Your answer must be an exact copy of every record below.

Data extracts below:

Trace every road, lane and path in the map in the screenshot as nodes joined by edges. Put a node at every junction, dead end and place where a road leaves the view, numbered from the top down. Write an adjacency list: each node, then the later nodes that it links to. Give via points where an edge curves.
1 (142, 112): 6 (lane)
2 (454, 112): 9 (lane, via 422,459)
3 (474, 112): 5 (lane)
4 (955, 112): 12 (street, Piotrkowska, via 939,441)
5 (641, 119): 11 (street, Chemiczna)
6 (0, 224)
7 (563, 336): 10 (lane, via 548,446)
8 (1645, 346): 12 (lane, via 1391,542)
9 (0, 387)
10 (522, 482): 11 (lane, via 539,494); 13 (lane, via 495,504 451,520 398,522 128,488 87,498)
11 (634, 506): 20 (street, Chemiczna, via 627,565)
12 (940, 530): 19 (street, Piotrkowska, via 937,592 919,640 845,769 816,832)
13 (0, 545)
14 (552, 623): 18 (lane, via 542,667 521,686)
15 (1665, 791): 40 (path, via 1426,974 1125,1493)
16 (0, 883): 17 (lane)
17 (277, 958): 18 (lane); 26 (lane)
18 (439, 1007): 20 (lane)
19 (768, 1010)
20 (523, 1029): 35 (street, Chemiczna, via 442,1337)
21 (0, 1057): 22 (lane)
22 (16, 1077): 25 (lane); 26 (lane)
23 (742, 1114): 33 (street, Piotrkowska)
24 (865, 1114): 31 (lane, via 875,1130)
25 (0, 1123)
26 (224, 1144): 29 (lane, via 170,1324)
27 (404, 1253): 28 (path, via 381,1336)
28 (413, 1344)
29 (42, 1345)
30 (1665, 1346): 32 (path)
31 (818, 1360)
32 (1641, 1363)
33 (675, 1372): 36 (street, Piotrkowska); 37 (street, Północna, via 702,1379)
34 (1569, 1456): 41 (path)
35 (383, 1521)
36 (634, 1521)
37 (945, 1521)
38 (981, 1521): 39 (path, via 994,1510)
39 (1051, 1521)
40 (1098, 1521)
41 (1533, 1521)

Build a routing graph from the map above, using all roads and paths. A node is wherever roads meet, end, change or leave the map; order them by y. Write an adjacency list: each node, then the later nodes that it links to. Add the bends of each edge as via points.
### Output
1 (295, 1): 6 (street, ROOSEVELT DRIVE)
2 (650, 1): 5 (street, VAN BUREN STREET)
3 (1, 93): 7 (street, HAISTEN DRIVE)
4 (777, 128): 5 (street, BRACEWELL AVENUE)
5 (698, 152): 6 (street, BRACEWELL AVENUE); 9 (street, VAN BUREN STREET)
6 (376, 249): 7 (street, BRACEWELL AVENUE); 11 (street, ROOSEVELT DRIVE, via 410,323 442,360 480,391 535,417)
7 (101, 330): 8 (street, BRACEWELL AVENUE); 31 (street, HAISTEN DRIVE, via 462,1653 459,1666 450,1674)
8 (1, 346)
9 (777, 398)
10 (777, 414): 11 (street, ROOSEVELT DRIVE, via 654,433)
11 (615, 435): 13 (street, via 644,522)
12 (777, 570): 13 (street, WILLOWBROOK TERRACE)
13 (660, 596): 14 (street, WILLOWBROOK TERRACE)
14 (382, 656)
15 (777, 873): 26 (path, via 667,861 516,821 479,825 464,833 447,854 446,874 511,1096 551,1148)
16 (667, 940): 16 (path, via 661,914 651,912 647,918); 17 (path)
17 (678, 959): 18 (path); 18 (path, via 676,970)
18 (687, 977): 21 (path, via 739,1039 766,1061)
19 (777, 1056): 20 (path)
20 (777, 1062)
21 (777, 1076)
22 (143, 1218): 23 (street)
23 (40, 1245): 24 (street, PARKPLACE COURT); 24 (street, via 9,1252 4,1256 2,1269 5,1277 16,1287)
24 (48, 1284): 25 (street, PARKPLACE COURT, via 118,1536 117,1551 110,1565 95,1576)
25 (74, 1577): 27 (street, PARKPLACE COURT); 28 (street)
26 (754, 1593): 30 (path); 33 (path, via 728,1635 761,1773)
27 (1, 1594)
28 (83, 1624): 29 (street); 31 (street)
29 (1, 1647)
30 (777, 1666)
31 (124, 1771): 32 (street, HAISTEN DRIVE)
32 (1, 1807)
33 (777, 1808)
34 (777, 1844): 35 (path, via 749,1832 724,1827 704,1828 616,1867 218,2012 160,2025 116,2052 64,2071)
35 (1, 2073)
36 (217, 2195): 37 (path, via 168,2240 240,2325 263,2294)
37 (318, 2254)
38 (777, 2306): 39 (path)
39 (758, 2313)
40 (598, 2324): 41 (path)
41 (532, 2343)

End of Data extracts.

Response below:
Trace every road, lane and path in the map in the screenshot as nodes joined by edges. Put a node at every junction, dead end and place where a road leaves the view, numbered from the top down. Write an adjacency list: each node, then the later nodes that it links to. Give via points where an edge curves.
1 (142, 112): 6 (lane)
2 (454, 112): 9 (lane, via 422,459)
3 (474, 112): 5 (lane)
4 (955, 112): 12 (street, Piotrkowska, via 939,441)
5 (641, 119): 11 (street, Chemiczna)
6 (0, 224)
7 (563, 336): 10 (lane, via 548,446)
8 (1645, 346): 12 (lane, via 1391,542)
9 (0, 387)
10 (522, 482): 11 (lane, via 539,494); 13 (lane, via 495,504 451,520 398,522 128,488 87,498)
11 (634, 506): 20 (street, Chemiczna, via 627,565)
12 (940, 530): 19 (street, Piotrkowska, via 937,592 919,640 845,769 816,832)
13 (0, 545)
14 (552, 623): 18 (lane, via 542,667 521,686)
15 (1665, 791): 40 (path, via 1426,974 1125,1493)
16 (0, 883): 17 (lane)
17 (277, 958): 18 (lane); 26 (lane)
18 (439, 1007): 20 (lane)
19 (768, 1010)
20 (523, 1029): 35 (street, Chemiczna, via 442,1337)
21 (0, 1057): 22 (lane)
22 (16, 1077): 25 (lane); 26 (lane)
23 (742, 1114): 33 (street, Piotrkowska)
24 (865, 1114): 31 (lane, via 875,1130)
25 (0, 1123)
26 (224, 1144): 29 (lane, via 170,1324)
27 (404, 1253): 28 (path, via 381,1336)
28 (413, 1344)
29 (42, 1345)
30 (1665, 1346): 32 (path)
31 (818, 1360)
32 (1641, 1363)
33 (675, 1372): 36 (street, Piotrkowska); 37 (street, Północna, via 702,1379)
34 (1569, 1456): 41 (path)
35 (383, 1521)
36 (634, 1521)
37 (945, 1521)
38 (981, 1521): 39 (path, via 994,1510)
39 (1051, 1521)
40 (1098, 1521)
41 (1533, 1521)

Build a routing graph from the map above, using all roads and paths. A node is wherever roads meet, end, change or leave the map; order them by y. Write an adjacency list: each node, then the later nodes that it links to. Add the bends of each edge as via points.
### Output
1 (295, 1): 6 (street, ROOSEVELT DRIVE)
2 (650, 1): 5 (street, VAN BUREN STREET)
3 (1, 93): 7 (street, HAISTEN DRIVE)
4 (777, 128): 5 (street, BRACEWELL AVENUE)
5 (698, 152): 6 (street, BRACEWELL AVENUE); 9 (street, VAN BUREN STREET)
6 (376, 249): 7 (street, BRACEWELL AVENUE); 11 (street, ROOSEVELT DRIVE, via 410,323 442,360 480,391 535,417)
7 (101, 330): 8 (street, BRACEWELL AVENUE); 31 (street, HAISTEN DRIVE, via 462,1653 459,1666 450,1674)
8 (1, 346)
9 (777, 398)
10 (777, 414): 11 (street, ROOSEVELT DRIVE, via 654,433)
11 (615, 435): 13 (street, via 644,522)
12 (777, 570): 13 (street, WILLOWBROOK TERRACE)
13 (660, 596): 14 (street, WILLOWBROOK TERRACE)
14 (382, 656)
15 (777, 873): 26 (path, via 667,861 516,821 479,825 464,833 447,854 446,874 511,1096 551,1148)
16 (667, 940): 16 (path, via 661,914 651,912 647,918); 17 (path)
17 (678, 959): 18 (path); 18 (path, via 676,970)
18 (687, 977): 21 (path, via 739,1039 766,1061)
19 (777, 1056): 20 (path)
20 (777, 1062)
21 (777, 1076)
22 (143, 1218): 23 (street)
23 (40, 1245): 24 (street, PARKPLACE COURT); 24 (street, via 9,1252 4,1256 2,1269 5,1277 16,1287)
24 (48, 1284): 25 (street, PARKPLACE COURT, via 118,1536 117,1551 110,1565 95,1576)
25 (74, 1577): 27 (street, PARKPLACE COURT); 28 (street)
26 (754, 1593): 30 (path); 33 (path, via 728,1635 761,1773)
27 (1, 1594)
28 (83, 1624): 29 (street); 31 (street)
29 (1, 1647)
30 (777, 1666)
31 (124, 1771): 32 (street, HAISTEN DRIVE)
32 (1, 1807)
33 (777, 1808)
34 (777, 1844): 35 (path, via 749,1832 724,1827 704,1828 616,1867 218,2012 160,2025 116,2052 64,2071)
35 (1, 2073)
36 (217, 2195): 37 (path, via 168,2240 240,2325 263,2294)
37 (318, 2254)
38 (777, 2306): 39 (path)
39 (758, 2313)
40 (598, 2324): 41 (path)
41 (532, 2343)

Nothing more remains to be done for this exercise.